** HOW TO COMPLETE THIS TASK **
For this exercise, print all of the data exactly as given.
== MATERIAL FOR THE TASK
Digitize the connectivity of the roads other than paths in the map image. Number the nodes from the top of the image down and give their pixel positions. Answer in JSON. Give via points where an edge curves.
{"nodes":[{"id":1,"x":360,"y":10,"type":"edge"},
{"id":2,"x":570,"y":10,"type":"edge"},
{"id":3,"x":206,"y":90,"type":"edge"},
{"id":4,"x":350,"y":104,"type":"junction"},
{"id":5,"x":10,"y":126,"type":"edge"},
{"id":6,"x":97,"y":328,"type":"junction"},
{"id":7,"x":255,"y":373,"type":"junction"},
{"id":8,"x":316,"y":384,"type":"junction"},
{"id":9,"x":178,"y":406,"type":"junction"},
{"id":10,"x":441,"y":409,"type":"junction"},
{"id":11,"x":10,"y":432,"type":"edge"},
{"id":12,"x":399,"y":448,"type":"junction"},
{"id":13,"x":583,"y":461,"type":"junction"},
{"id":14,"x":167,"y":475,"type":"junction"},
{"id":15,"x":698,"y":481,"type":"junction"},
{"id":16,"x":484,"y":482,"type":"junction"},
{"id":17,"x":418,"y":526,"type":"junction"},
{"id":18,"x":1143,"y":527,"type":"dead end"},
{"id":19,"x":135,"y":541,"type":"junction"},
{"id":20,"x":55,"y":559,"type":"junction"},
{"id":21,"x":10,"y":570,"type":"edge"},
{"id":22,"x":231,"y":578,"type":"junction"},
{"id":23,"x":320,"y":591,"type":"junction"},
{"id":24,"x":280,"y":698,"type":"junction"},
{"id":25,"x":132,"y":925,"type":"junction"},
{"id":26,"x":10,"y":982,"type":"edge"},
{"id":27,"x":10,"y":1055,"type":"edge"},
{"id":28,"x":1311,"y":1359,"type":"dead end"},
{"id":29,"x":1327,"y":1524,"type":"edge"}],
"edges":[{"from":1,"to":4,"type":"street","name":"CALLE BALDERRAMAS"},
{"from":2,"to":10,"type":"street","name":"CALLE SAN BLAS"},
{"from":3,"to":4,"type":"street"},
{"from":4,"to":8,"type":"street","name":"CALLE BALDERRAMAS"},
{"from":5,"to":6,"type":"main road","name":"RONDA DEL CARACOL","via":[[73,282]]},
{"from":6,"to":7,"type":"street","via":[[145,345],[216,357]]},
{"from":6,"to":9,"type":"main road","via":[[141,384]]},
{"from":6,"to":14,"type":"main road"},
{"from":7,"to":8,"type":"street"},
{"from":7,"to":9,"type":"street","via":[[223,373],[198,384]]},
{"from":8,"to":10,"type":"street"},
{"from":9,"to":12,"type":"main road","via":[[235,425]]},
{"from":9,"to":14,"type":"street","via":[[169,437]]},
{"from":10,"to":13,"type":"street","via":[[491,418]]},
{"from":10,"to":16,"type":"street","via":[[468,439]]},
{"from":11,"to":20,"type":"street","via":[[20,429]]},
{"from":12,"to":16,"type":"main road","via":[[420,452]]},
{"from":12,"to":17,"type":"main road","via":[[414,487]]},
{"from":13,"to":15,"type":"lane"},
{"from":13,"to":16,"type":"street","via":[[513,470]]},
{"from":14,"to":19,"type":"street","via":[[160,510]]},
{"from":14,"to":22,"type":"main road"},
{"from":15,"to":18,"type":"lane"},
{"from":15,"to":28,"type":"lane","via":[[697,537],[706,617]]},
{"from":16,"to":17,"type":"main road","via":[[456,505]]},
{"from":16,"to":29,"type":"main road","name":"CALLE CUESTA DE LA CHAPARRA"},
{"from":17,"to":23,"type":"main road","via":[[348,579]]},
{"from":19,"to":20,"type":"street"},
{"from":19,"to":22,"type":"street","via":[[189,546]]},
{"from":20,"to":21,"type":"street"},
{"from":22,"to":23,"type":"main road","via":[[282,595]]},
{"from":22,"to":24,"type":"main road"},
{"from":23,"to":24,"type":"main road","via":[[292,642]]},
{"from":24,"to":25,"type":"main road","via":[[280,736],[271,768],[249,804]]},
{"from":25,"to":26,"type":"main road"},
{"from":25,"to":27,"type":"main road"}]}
====
** COMPLETED TASK **
Digitize the connectivity of the roads other than paths in the map image. Number the nodes from the top of the image down and give their pixel positions. Answer in JSON. Give via points where an edge curves.
{"nodes":[{"id":1,"x":360,"y":10,"type":"edge"},
{"id":2,"x":570,"y":10,"type":"edge"},
{"id":3,"x":206,"y":90,"type":"edge"},
{"id":4,"x":350,"y":104,"type":"junction"},
{"id":5,"x":10,"y":126,"type":"edge"},
{"id":6,"x":97,"y":328,"type":"junction"},
{"id":7,"x":255,"y":373,"type":"junction"},
{"id":8,"x":316,"y":384,"type":"junction"},
{"id":9,"x":178,"y":406,"type":"junction"},
{"id":10,"x":441,"y":409,"type":"junction"},
{"id":11,"x":10,"y":432,"type":"edge"},
{"id":12,"x":399,"y":448,"type":"junction"},
{"id":13,"x":583,"y":461,"type":"junction"},
{"id":14,"x":167,"y":475,"type":"junction"},
{"id":15,"x":698,"y":481,"type":"junction"},
{"id":16,"x":484,"y":482,"type":"junction"},
{"id":17,"x":418,"y":526,"type":"junction"},
{"id":18,"x":1143,"y":527,"type":"dead end"},
{"id":19,"x":135,"y":541,"type":"junction"},
{"id":20,"x":55,"y":559,"type":"junction"},
{"id":21,"x":10,"y":570,"type":"edge"},
{"id":22,"x":231,"y":578,"type":"junction"},
{"id":23,"x":320,"y":591,"type":"junction"},
{"id":24,"x":280,"y":698,"type":"junction"},
{"id":25,"x":132,"y":925,"type":"junction"},
{"id":26,"x":10,"y":982,"type":"edge"},
{"id":27,"x":10,"y":1055,"type":"edge"},
{"id":28,"x":1311,"y":1359,"type":"dead end"},
{"id":29,"x":1327,"y":1524,"type":"edge"}],
"edges":[{"from":1,"to":4,"type":"street","name":"CALLE BALDERRAMAS"},
{"from":2,"to":10,"type":"street","name":"CALLE SAN BLAS"},
{"from":3,"to":4,"type":"street"},
{"from":4,"to":8,"type":"street","name":"CALLE BALDERRAMAS"},
{"from":5,"to":6,"type":"main road","name":"RONDA DEL CARACOL","via":[[73,282]]},
{"from":6,"to":7,"type":"street","via":[[145,345],[216,357]]},
{"from":6,"to":9,"type":"main road","via":[[141,384]]},
{"from":6,"to":14,"type":"main road"},
{"from":7,"to":8,"type":"street"},
{"from":7,"to":9,"type":"street","via":[[223,373],[198,384]]},
{"from":8,"to":10,"type":"street"},
{"from":9,"to":12,"type":"main road","via":[[235,425]]},
{"from":9,"to":14,"type":"street","via":[[169,437]]},
{"from":10,"to":13,"type":"street","via":[[491,418]]},
{"from":10,"to":16,"type":"street","via":[[468,439]]},
{"from":11,"to":20,"type":"street","via":[[20,429]]},
{"from":12,"to":16,"type":"main road","via":[[420,452]]},
{"from":12,"to":17,"type":"main road","via":[[414,487]]},
{"from":13,"to":15,"type":"lane"},
{"from":13,"to":16,"type":"street","via":[[513,470]]},
{"from":14,"to":19,"type":"street","via":[[160,510]]},
{"from":14,"to":22,"type":"main road"},
{"from":15,"to":18,"type":"lane"},
{"from":15,"to":28,"type":"lane","via":[[697,537],[706,617]]},
{"from":16,"to":17,"type":"main road","via":[[456,505]]},
{"from":16,"to":29,"type":"main road","name":"CALLE CUESTA DE LA CHAPARRA"},
{"from":17,"to":23,"type":"main road","via":[[348,579]]},
{"from":19,"to":20,"type":"street"},
{"from":19,"to":22,"type":"street","via":[[189,546]]},
{"from":20,"to":21,"type":"street"},
{"from":22,"to":23,"type":"main road","via":[[282,595]]},
{"from":22,"to":24,"type":"main road"},
{"from":23,"to":24,"type":"main road","via":[[292,642]]},
{"from":24,"to":25,"type":"main road","via":[[280,736],[271,768],[249,804]]},
{"from":25,"to":26,"type":"main road"},
{"from":25,"to":27,"type":"main road"}]}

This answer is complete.